◆ **Task brief**
Output each record below exactly as it stands, leaving out the pictures.

(Collected data entries)
....................
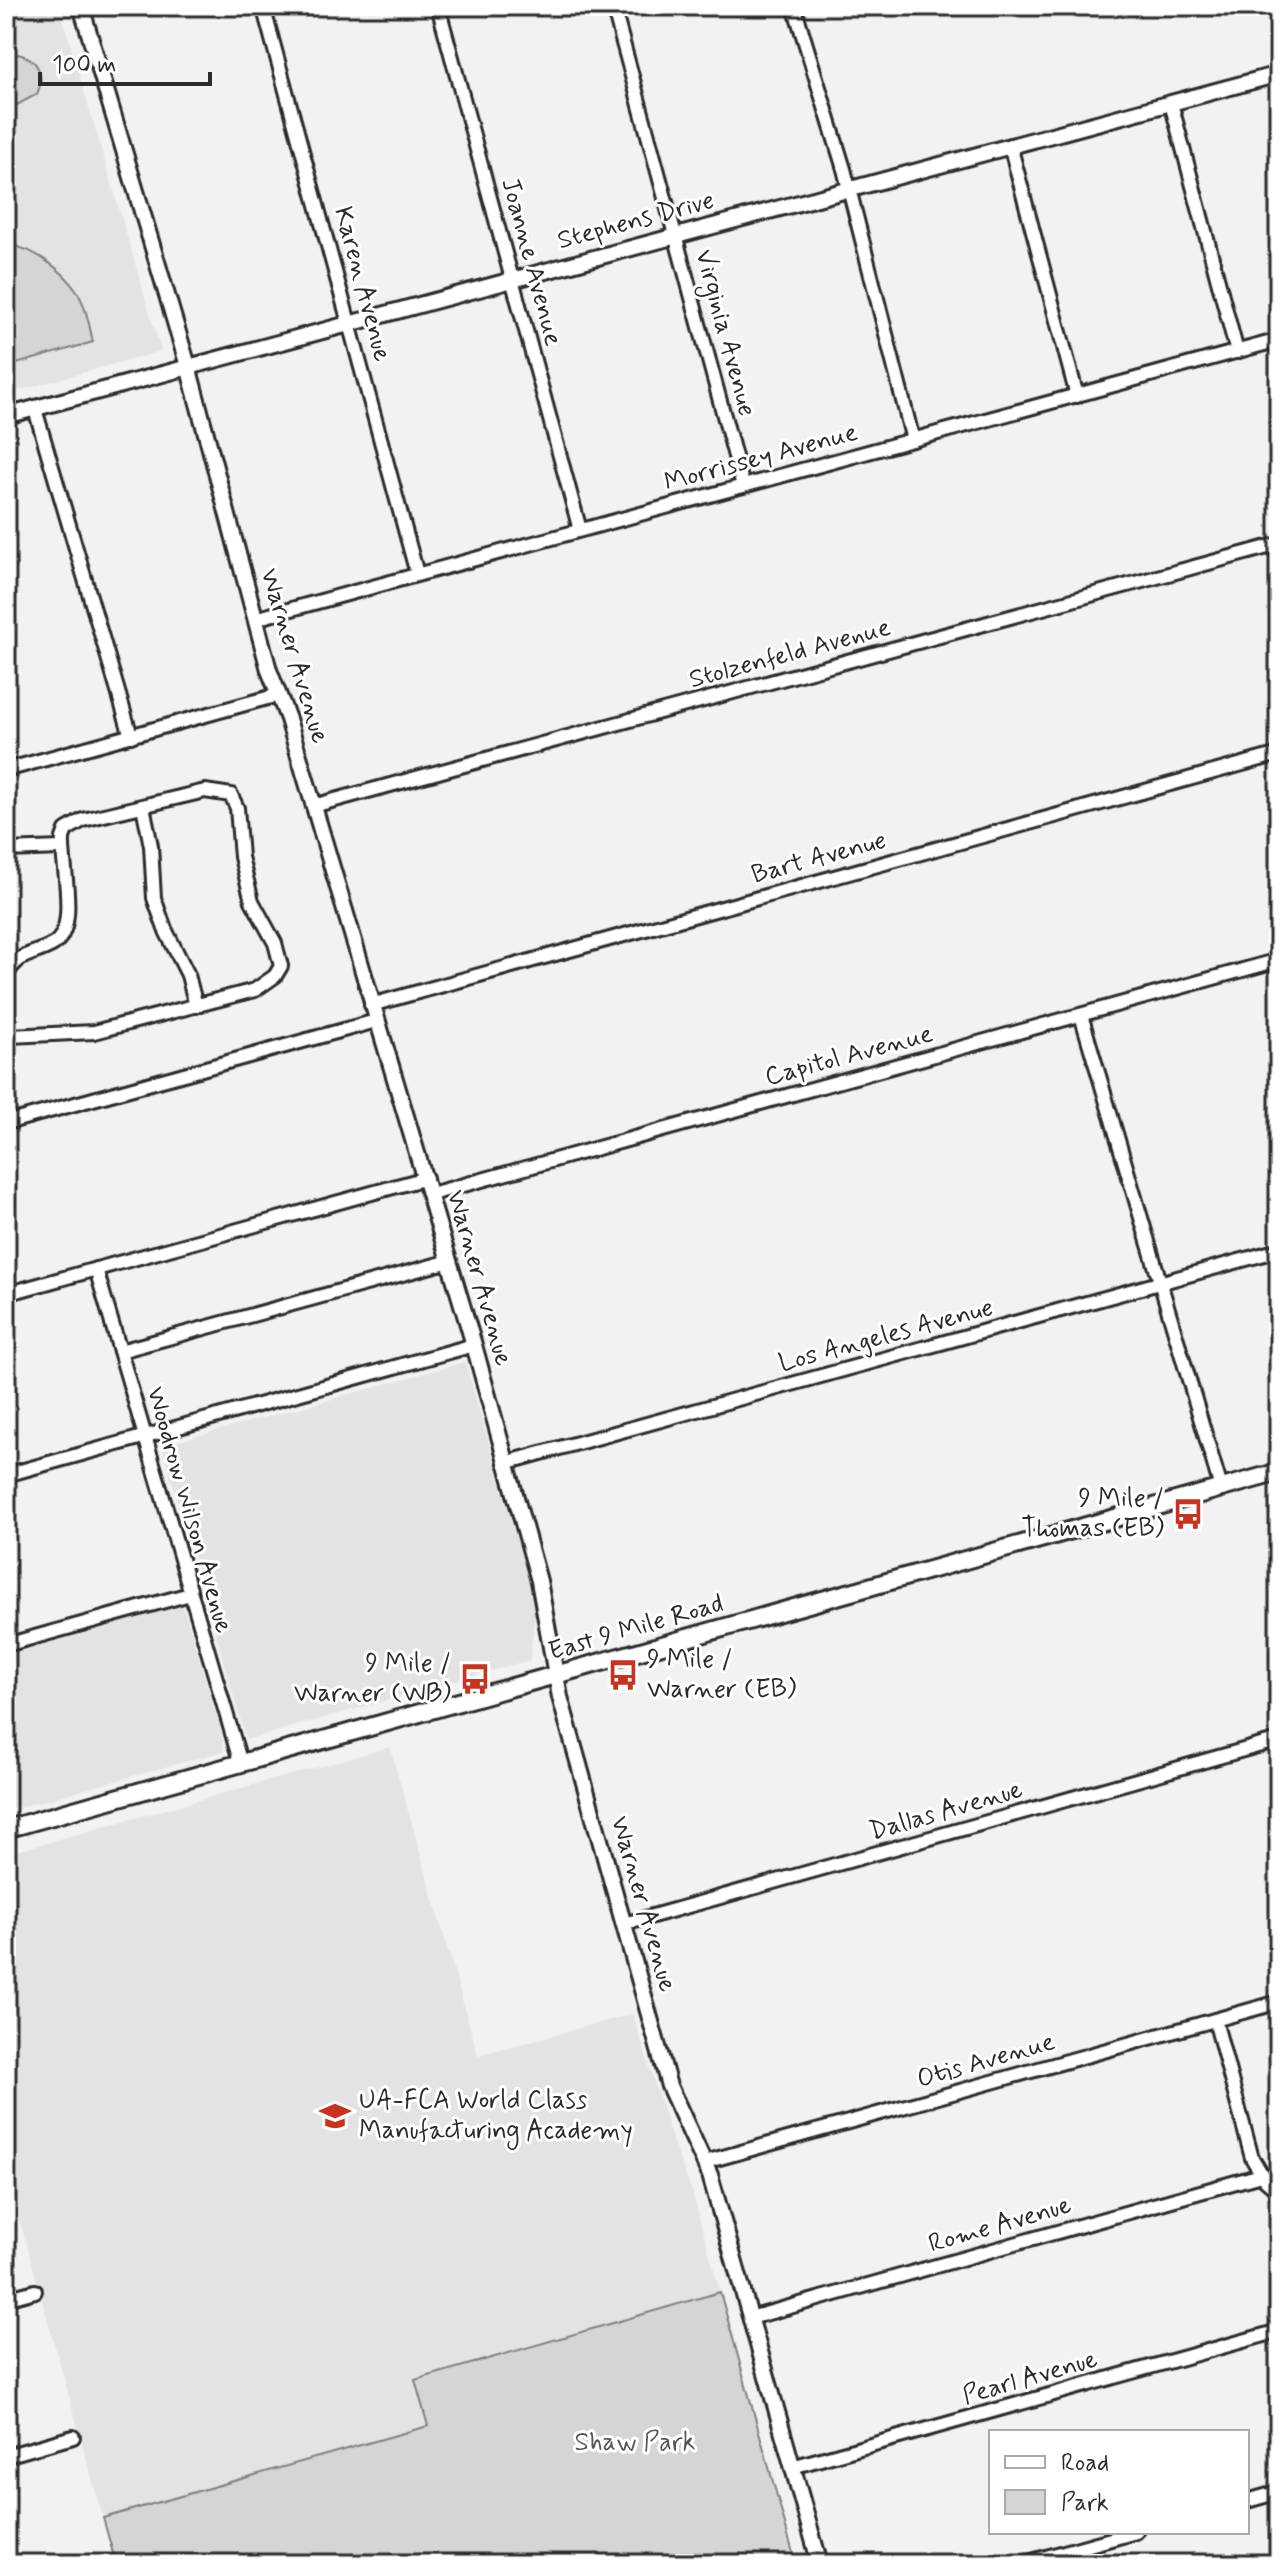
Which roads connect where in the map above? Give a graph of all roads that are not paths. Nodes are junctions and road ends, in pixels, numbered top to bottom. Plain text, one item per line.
1 (81, 6) edge
2 (263, 6) edge
3 (438, 6) edge
4 (613, 6) edge
5 (794, 6) edge
6 (1279, 74) edge
7 (1171, 103) junction
8 (1010, 145) junction
9 (849, 189) junction
10 (676, 235) junction
11 (513, 279) junction
12 (350, 323) junction
13 (1279, 340) edge
14 (1237, 352) junction
15 (188, 366) junction
16 (1077, 396) junction
17 (35, 409) junction
18 (6, 416) edge
19 (913, 440) junction
20 (743, 486) junction
21 (580, 530) junction
22 (1279, 544) edge
23 (417, 574) junction
24 (255, 619) junction
25 (278, 695) junction
26 (131, 736) junction
27 (1279, 754) edge
28 (6, 770) edge
29 (143, 806) junction
30 (313, 806) junction
31 (62, 848) junction
32 (6, 850) edge
33 (1279, 960) edge
34 (6, 975) edge
35 (371, 1005) junction
36 (196, 1006) junction
37 (1081, 1015) junction
38 (6, 1018) edge
39 (376, 1021) junction
40 (8, 1042) edge
41 (6, 1123) edge
42 (426, 1178) junction
43 (431, 1194) junction
44 (1279, 1250) edge
45 (450, 1261) junction
46 (96, 1269) junction
47 (1159, 1284) junction
48 (6, 1294) edge
49 (474, 1345) junction
50 (120, 1351) junction
51 (145, 1436) junction
52 (505, 1463) junction
53 (1279, 1472) edge
54 (6, 1475) edge
55 (1221, 1488) junction
56 (190, 1594) junction
57 (6, 1645) edge
58 (557, 1676) junction
59 (1279, 1740) edge
60 (241, 1764) junction
61 (6, 1829) edge
62 (624, 1924) junction
63 (1279, 2002) edge
64 (1215, 2020) junction
65 (705, 2162) junction
66 (1261, 2175) junction
67 (1279, 2192) edge
68 (35, 2291) dead end
69 (6, 2299) edge
70 (750, 2318) junction
71 (1279, 2331) edge
72 (73, 2437) dead end
73 (6, 2456) edge
74 (792, 2467) junction
75 (1279, 2492) edge
76 (1249, 2500) edge
77 (1129, 2534) edge
78 (820, 2564) edge
79 (1021, 2564) edge

1 - 15 street, Warner Avenue
2 - 12 street, Karen Avenue
3 - 11 street, Joanne Avenue
4 - 10 street, Virginia Avenue
5 - 9 street
6 - 7 street, Stephens Drive
7 - 8 street, Stephens Drive
7 - 14 street
8 - 9 street, Stephens Drive
8 - 16 street
9 - 10 street, Stephens Drive
9 - 19 street
10 - 11 street, Stephens Drive
10 - 20 street, Virginia Avenue
11 - 12 street, Stephens Drive
11 - 21 street, Joanne Avenue
12 - 15 street, Stephens Drive
12 - 23 street, Karen Avenue
13 - 14 street, Morrissey Avenue
14 - 16 street, Morrissey Avenue
15 - 17 street, Stephens Drive
15 - 24 street, Warner Avenue
16 - 19 street, Morrissey Avenue
17 - 18 street, Stephens Drive
17 - 26 street
19 - 20 street, Morrissey Avenue
20 - 21 street, Morrissey Avenue
21 - 23 street, Morrissey Avenue
22 - 30 street, Stolzenfeld Avenue
23 - 24 street, Morrissey Avenue
24 - 25 street, Warner Avenue
25 - 26 street
25 - 30 street, Warner Avenue
26 - 28 street
27 - 35 street, Bart Avenue
29 - 31 street
29 - 36 street
29 - 36 street
30 - 35 street, Warner Avenue
31 - 32 street
31 - 34 street
33 - 37 street, Capitol Avenue
35 - 39 street, Warner Avenue
36 - 40 street
37 - 43 street, Capitol Avenue
37 - 47 street
38 - 40 street
39 - 41 street
39 - 42 street, Warner Avenue
42 - 43 street, Warner Avenue
42 - 46 street
43 - 45 street, Warner Avenue
44 - 47 street, Los Angeles Avenue
45 - 49 street, Warner Avenue
45 - 50 street
46 - 48 street
46 - 50 street, Woodrow Wilson Avenue
47 - 52 street, Los Angeles Avenue
47 - 55 street
49 - 51 street
49 - 52 street, Warner Avenue
50 - 51 street, Woodrow Wilson Avenue
51 - 54 street
51 - 56 street, Woodrow Wilson Avenue
52 - 58 street, Warner Avenue
53 - 55 main road, East 9 Mile Road
55 - 58 main road, East 9 Mile Road
56 - 57 street
56 - 60 street, Woodrow Wilson Avenue
58 - 60 main road, East 9 Mile Road
58 - 62 street, Warner Avenue
59 - 62 street, Dallas Avenue
60 - 61 main road, East 9 Mile Road
62 - 65 street, Warner Avenue
63 - 64 street, Otis Avenue
64 - 65 street, Otis Avenue
64 - 66 street
65 - 70 street, Warner Avenue
66 - 67 street
66 - 70 street, Rome Avenue
68 - 69 street
70 - 74 street, Warner Avenue
71 - 74 street, Pearl Avenue
72 - 73 street
74 - 78 street, Warner Avenue
75 - 76 street
77 - 79 street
....................
◆ **Solution to this problem**
Which roads connect where in the map above? Give a graph of all roads that are not paths. Nodes are junctions and road ends, in pixels, numbered top to bottom. Plain text, one item per line.
1 (81, 6) edge
2 (263, 6) edge
3 (438, 6) edge
4 (613, 6) edge
5 (794, 6) edge
6 (1279, 74) edge
7 (1171, 103) junction
8 (1010, 145) junction
9 (849, 189) junction
10 (676, 235) junction
11 (513, 279) junction
12 (350, 323) junction
13 (1279, 340) edge
14 (1237, 352) junction
15 (188, 366) junction
16 (1077, 396) junction
17 (35, 409) junction
18 (6, 416) edge
19 (913, 440) junction
20 (743, 486) junction
21 (580, 530) junction
22 (1279, 544) edge
23 (417, 574) junction
24 (255, 619) junction
25 (278, 695) junction
26 (131, 736) junction
27 (1279, 754) edge
28 (6, 770) edge
29 (143, 806) junction
30 (313, 806) junction
31 (62, 848) junction
32 (6, 850) edge
33 (1279, 960) edge
34 (6, 975) edge
35 (371, 1005) junction
36 (196, 1006) junction
37 (1081, 1015) junction
38 (6, 1018) edge
39 (376, 1021) junction
40 (8, 1042) edge
41 (6, 1123) edge
42 (426, 1178) junction
43 (431, 1194) junction
44 (1279, 1250) edge
45 (450, 1261) junction
46 (96, 1269) junction
47 (1159, 1284) junction
48 (6, 1294) edge
49 (474, 1345) junction
50 (120, 1351) junction
51 (145, 1436) junction
52 (505, 1463) junction
53 (1279, 1472) edge
54 (6, 1475) edge
55 (1221, 1488) junction
56 (190, 1594) junction
57 (6, 1645) edge
58 (557, 1676) junction
59 (1279, 1740) edge
60 (241, 1764) junction
61 (6, 1829) edge
62 (624, 1924) junction
63 (1279, 2002) edge
64 (1215, 2020) junction
65 (705, 2162) junction
66 (1261, 2175) junction
67 (1279, 2192) edge
68 (35, 2291) dead end
69 (6, 2299) edge
70 (750, 2318) junction
71 (1279, 2331) edge
72 (73, 2437) dead end
73 (6, 2456) edge
74 (792, 2467) junction
75 (1279, 2492) edge
76 (1249, 2500) edge
77 (1129, 2534) edge
78 (820, 2564) edge
79 (1021, 2564) edge

1 - 15 street, Warner Avenue
2 - 12 street, Karen Avenue
3 - 11 street, Joanne Avenue
4 - 10 street, Virginia Avenue
5 - 9 street
6 - 7 street, Stephens Drive
7 - 8 street, Stephens Drive
7 - 14 street
8 - 9 street, Stephens Drive
8 - 16 street
9 - 10 street, Stephens Drive
9 - 19 street
10 - 11 street, Stephens Drive
10 - 20 street, Virginia Avenue
11 - 12 street, Stephens Drive
11 - 21 street, Joanne Avenue
12 - 15 street, Stephens Drive
12 - 23 street, Karen Avenue
13 - 14 street, Morrissey Avenue
14 - 16 street, Morrissey Avenue
15 - 17 street, Stephens Drive
15 - 24 street, Warner Avenue
16 - 19 street, Morrissey Avenue
17 - 18 street, Stephens Drive
17 - 26 street
19 - 20 street, Morrissey Avenue
20 - 21 street, Morrissey Avenue
21 - 23 street, Morrissey Avenue
22 - 30 street, Stolzenfeld Avenue
23 - 24 street, Morrissey Avenue
24 - 25 street, Warner Avenue
25 - 26 street
25 - 30 street, Warner Avenue
26 - 28 street
27 - 35 street, Bart Avenue
29 - 31 street
29 - 36 street
29 - 36 street
30 - 35 street, Warner Avenue
31 - 32 street
31 - 34 street
33 - 37 street, Capitol Avenue
35 - 39 street, Warner Avenue
36 - 40 street
37 - 43 street, Capitol Avenue
37 - 47 street
38 - 40 street
39 - 41 street
39 - 42 street, Warner Avenue
42 - 43 street, Warner Avenue
42 - 46 street
43 - 45 street, Warner Avenue
44 - 47 street, Los Angeles Avenue
45 - 49 street, Warner Avenue
45 - 50 street
46 - 48 street
46 - 50 street, Woodrow Wilson Avenue
47 - 52 street, Los Angeles Avenue
47 - 55 street
49 - 51 street
49 - 52 street, Warner Avenue
50 - 51 street, Woodrow Wilson Avenue
51 - 54 street
51 - 56 street, Woodrow Wilson Avenue
52 - 58 street, Warner Avenue
53 - 55 main road, East 9 Mile Road
55 - 58 main road, East 9 Mile Road
56 - 57 street
56 - 60 street, Woodrow Wilson Avenue
58 - 60 main road, East 9 Mile Road
58 - 62 street, Warner Avenue
59 - 62 street, Dallas Avenue
60 - 61 main road, East 9 Mile Road
62 - 65 street, Warner Avenue
63 - 64 street, Otis Avenue
64 - 65 street, Otis Avenue
64 - 66 street
65 - 70 street, Warner Avenue
66 - 67 street
66 - 70 street, Rome Avenue
68 - 69 street
70 - 74 street, Warner Avenue
71 - 74 street, Pearl Avenue
72 - 73 street
74 - 78 street, Warner Avenue
75 - 76 street
77 - 79 street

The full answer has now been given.